US Nuclear Power Plants Achieved Near Record Level of Electricity Production in 2008

WASHINGTON, D.C.—U.S. nuclear power plants last year continued their decade-long trend of reliable electricity generation, eclipsing all other electricity sources with an industry-average capacity factor of more than 90 percent, according to preliminary data on 2008 operations. 

Nuclear power plants generated approximately 805.7 billion kilowatt-hours (kwh) of electricity last year, a mere one-tenth of one percent less than the record 806.5 billion kwh generated in 2007.

Sixteen of the nation’s 104 reactors achieved capacity factors greater than 100 percent in 2008. The industry-average capacity factor was 91.1 percent, just shy of 2007’s record of 91.8 percent, according to preliminary figures.

“As Congress and the new administration debate economic stimulus legislation and set their sights on measures to aggressively mitigate carbon emissions, the continued outstanding performance of nuclear power plants ought to remind policymakers of nuclear energy’s unique ability to reliably provide bulk power without emitting carbon and other greenhouse gases,” said Marvin Fertel, acting president and chief executive officer of the Nuclear Energy Institute.

“The struggling U.S. economy is receiving a tremendous boost in the form of thousands of new jobs associated with the new era of nuclear plant construction that is dawning,” Fertel said.

Capacity factor, a measure of availability, is the ratio of electricity produced in a given time period to the maximum that could be produced in that period at full rated power. The rated power level is determined by summer conditions when plant cooling systems are least efficient. In cold weather, many steam-driven power plants can produce more electricity than their summer rating and, as a result, their capacity factor can top 100 percent.

Average capacity factors for coal-fired power plants are about 70 percent; 40 percent for natural gas-fired power plants; and 30 percent for wind power projects.

Among numerous companies achieving operational excellence in 2008 was Exelon Corp., which announced last month that its 17 reactors posted an average capacity factor of 93.9 percent. It was the sixth consecutive year that Exelon’s nuclear plants recorded an average capacity factor exceeding 93 percent.

Pennsylvania-based PPL Corp. announced an electricity generation record at its Susquehanna power plant. Two reactors at the station generated more than 19 billion kwh of electricity in 2008, surpassing Susquehanna’s previous record by more than four percent.

Progress Energy’s five reactors in the Carolinas and Florida generated more than 35.1 billion kwh last year, surpassing the prior record set in 2003.

Nuclear energy supplies electricity to one of every five homes and businesses. About one-third of U.S. electricity production is generated by carbon-free sources, and nuclear energy supplies more than 70 percent of that clean electricity.
Ten reactors last year received approval from the Nuclear Regulatory Commission to implement a combined 726 megawatts of power “uprates,” technical enhancements and modifications that increase the amount of electricity an existing power plant can generate. 

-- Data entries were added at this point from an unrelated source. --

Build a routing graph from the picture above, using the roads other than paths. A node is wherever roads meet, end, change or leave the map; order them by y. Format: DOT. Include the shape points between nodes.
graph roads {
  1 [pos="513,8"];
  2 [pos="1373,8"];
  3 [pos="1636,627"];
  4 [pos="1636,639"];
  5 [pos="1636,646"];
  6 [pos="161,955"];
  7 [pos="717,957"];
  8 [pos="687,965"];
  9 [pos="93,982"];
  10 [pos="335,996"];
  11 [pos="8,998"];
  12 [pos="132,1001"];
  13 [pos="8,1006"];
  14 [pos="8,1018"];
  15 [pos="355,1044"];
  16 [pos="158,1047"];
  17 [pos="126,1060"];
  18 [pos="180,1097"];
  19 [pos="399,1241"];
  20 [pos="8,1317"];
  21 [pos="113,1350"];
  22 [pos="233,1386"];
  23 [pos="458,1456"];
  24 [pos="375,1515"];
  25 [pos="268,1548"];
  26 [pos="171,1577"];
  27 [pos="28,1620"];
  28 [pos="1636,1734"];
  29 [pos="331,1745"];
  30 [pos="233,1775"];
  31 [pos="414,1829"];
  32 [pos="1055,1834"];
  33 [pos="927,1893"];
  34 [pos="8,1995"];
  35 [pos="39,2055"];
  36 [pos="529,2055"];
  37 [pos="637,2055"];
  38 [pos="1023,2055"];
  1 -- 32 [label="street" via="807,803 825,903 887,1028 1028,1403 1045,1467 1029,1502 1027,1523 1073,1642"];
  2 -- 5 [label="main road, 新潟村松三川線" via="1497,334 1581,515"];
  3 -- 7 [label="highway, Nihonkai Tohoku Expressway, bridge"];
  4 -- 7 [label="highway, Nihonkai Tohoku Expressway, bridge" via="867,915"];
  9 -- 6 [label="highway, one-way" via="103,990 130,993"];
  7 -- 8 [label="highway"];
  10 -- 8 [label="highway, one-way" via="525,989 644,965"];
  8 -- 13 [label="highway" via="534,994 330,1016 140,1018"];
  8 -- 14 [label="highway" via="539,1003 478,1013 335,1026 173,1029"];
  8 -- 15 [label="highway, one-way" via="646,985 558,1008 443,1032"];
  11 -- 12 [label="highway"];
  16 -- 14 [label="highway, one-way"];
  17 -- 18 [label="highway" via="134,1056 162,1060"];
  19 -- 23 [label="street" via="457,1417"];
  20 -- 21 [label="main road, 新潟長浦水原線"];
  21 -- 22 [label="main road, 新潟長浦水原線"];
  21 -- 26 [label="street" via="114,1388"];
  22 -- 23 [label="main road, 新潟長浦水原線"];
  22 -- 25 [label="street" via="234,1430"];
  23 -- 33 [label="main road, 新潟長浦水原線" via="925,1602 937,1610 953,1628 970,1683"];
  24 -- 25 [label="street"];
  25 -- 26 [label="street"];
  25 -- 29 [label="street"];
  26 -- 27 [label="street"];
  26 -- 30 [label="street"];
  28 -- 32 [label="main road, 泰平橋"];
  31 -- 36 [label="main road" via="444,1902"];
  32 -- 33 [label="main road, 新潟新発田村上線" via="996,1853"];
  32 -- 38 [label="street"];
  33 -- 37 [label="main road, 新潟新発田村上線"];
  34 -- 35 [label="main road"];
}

When one considers the difference in capacity factors of the respective technologies, the 726 megawatts of nuclear plant uprates will produce as much electricity as nearly 2,000 megawatts of wind turbines. This equals almost one-fourth of the record level of wind capacity installed last year.

In 2008, the nuclear industry submitted to the NRC 13 new plant license applications for 19 reactors totaling almost 27,000 megawatts of potential new capacity.